1914: A Gathering of Good Roads Advocates in the Grand Canyon State

April 16, 1914

Public officials and other good roads advocates from both Arizona and neighboring New Mexico met at a country club in the Warren District community of southeastern Arizona’s city of Bisbee.  “The occasion assumed all of the qualities of an interstate love fest,” proclaimed the Arizona-based Bisbee Daily Review newspaper.

Just over two years earlier, New Mexico and Arizona had joined the union and in the process became the two newest states – a distinction they would hold for about 45 more years until Alaska and Hawaii likewise came on board. Delegations from New Mexico and Arizona were now together at that Bisbee country club to promote their shared support for new and improved roads in that corner of the nation and praise each other for their respective efforts to date. 

While New Mexico Governor William Calhoun McDonald could not attend that early-afternoon event due to a last-minute schedule conflict back home, others from the Land of Enchantment were at the country club on behalf of both him and their state. Arizona Governor George W. P. Hunt was on hand with his own delegation.

The event started off with introductions and an informal reception, followed by lunch. The Bisbee Daily Review noted, “With coffee and cigars came the speeches which furnished an hour of [enlightenment] and entertainment.”

The first of the speakers was Hunt. The Arizona governor, who had taken to calling himself the “Old Walrus” due to his handlebar mustache and hefty weight, held forth about the importance of good roads and the partnership between both states in this regard. The Bisbee Daily Review reported, “The Governor expressed approval of the co-operation between New Mexico and Arizona in establishing public highways that would be excellent in themselves and of mutual value in building up the Southwest.”

Other speakers that afternoon included James A. French, New Mexico’s state highway engineer.  French took the time to pay tribute to the roadwork accomplished to date in Arizona and then touch upon the highways network under development in his own state. Arizona’s state highway engineer likewise addressed the group. His name was Lamar Cobb, and the Bisbee Daily Review asserted that it was “to his guiding genius the good roads policy of Arizona is entrusted.”

Cobb talked about the progress being made with the construction of roads in his state and attributed those results to his division engineers. He also used his moment in the spotlight there to talk about the fiscal needs involved in getting future work done, saying that the money from a bond issue of five billion dollars would allow the creation of 1,600 miles (2,575 kilometers) of roads within the state. “The work would be done more swiftly and more economically than if left to the action of the respective counties,” reported the Bisbee Daily Review in summarizing his other remarks on that hoped-for bond measure for the next state legislative session.
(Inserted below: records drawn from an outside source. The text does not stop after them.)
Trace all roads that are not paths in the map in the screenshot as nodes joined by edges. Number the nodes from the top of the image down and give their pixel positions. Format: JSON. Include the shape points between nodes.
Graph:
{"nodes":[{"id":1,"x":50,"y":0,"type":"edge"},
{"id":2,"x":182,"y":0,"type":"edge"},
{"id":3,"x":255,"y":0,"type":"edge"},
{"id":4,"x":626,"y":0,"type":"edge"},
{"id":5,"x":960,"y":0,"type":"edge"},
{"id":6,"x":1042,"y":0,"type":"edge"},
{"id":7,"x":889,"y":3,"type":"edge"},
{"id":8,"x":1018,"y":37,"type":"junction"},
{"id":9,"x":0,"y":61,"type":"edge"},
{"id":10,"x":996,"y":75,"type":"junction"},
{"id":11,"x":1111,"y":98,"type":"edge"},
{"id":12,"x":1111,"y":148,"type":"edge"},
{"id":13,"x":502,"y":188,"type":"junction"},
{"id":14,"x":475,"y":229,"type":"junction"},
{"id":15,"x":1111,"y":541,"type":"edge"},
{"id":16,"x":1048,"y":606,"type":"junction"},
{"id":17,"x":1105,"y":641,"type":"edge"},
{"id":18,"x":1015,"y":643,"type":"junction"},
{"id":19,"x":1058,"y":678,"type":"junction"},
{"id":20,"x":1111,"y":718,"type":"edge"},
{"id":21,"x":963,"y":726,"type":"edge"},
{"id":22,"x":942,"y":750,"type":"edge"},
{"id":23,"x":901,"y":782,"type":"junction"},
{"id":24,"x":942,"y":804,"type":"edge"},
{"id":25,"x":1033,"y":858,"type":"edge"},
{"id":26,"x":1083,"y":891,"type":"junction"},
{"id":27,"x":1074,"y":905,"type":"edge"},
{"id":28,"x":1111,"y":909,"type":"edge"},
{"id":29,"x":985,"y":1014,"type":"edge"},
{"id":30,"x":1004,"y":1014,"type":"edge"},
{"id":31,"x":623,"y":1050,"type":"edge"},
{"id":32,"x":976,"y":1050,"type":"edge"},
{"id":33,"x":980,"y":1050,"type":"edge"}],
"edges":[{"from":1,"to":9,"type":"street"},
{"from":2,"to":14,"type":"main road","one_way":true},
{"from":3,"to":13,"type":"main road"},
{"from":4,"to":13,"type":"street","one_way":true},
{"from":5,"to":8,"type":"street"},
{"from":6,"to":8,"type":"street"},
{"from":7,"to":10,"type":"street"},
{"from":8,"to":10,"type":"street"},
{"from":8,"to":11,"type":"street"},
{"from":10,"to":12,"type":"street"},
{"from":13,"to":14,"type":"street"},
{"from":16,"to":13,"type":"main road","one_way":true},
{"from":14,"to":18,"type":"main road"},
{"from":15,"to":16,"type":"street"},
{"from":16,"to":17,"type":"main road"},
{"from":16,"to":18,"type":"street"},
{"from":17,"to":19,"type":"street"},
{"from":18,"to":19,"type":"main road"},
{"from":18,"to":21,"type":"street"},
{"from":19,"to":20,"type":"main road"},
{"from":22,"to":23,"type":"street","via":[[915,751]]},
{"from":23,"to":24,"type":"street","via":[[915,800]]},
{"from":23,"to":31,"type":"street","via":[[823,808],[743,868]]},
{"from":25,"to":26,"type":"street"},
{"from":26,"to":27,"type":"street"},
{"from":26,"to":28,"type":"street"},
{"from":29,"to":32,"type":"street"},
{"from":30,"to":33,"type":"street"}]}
After that gathering at the country club, Hunt and others in attendance traveled via automobiles on a recently constructed road to the city of Tombstone in that same region of Arizona. Hunt’s plans for the next day entailed traveling with a group to Tucson to continue emphasizing the importance and benefits of goods roads in the Grand Canyon State.

The meeting of Arizona and New Mexico officials on that Thursday underscored both the ever-increasing push for new and improved roads throughout the nation and the willingness of states to join together to promote that message. These two priorities were very much embodied by the 43-year-old Lamar Cobb, both at that joint meeting in the southeastern part of his state and towards the end of the year when he would become one of the founders of the American Association of State Highway Officials.

The above photo, which was taken during that decade, depicts a road near the town (now city) Chandler in Arizona’s Salt River Valley region.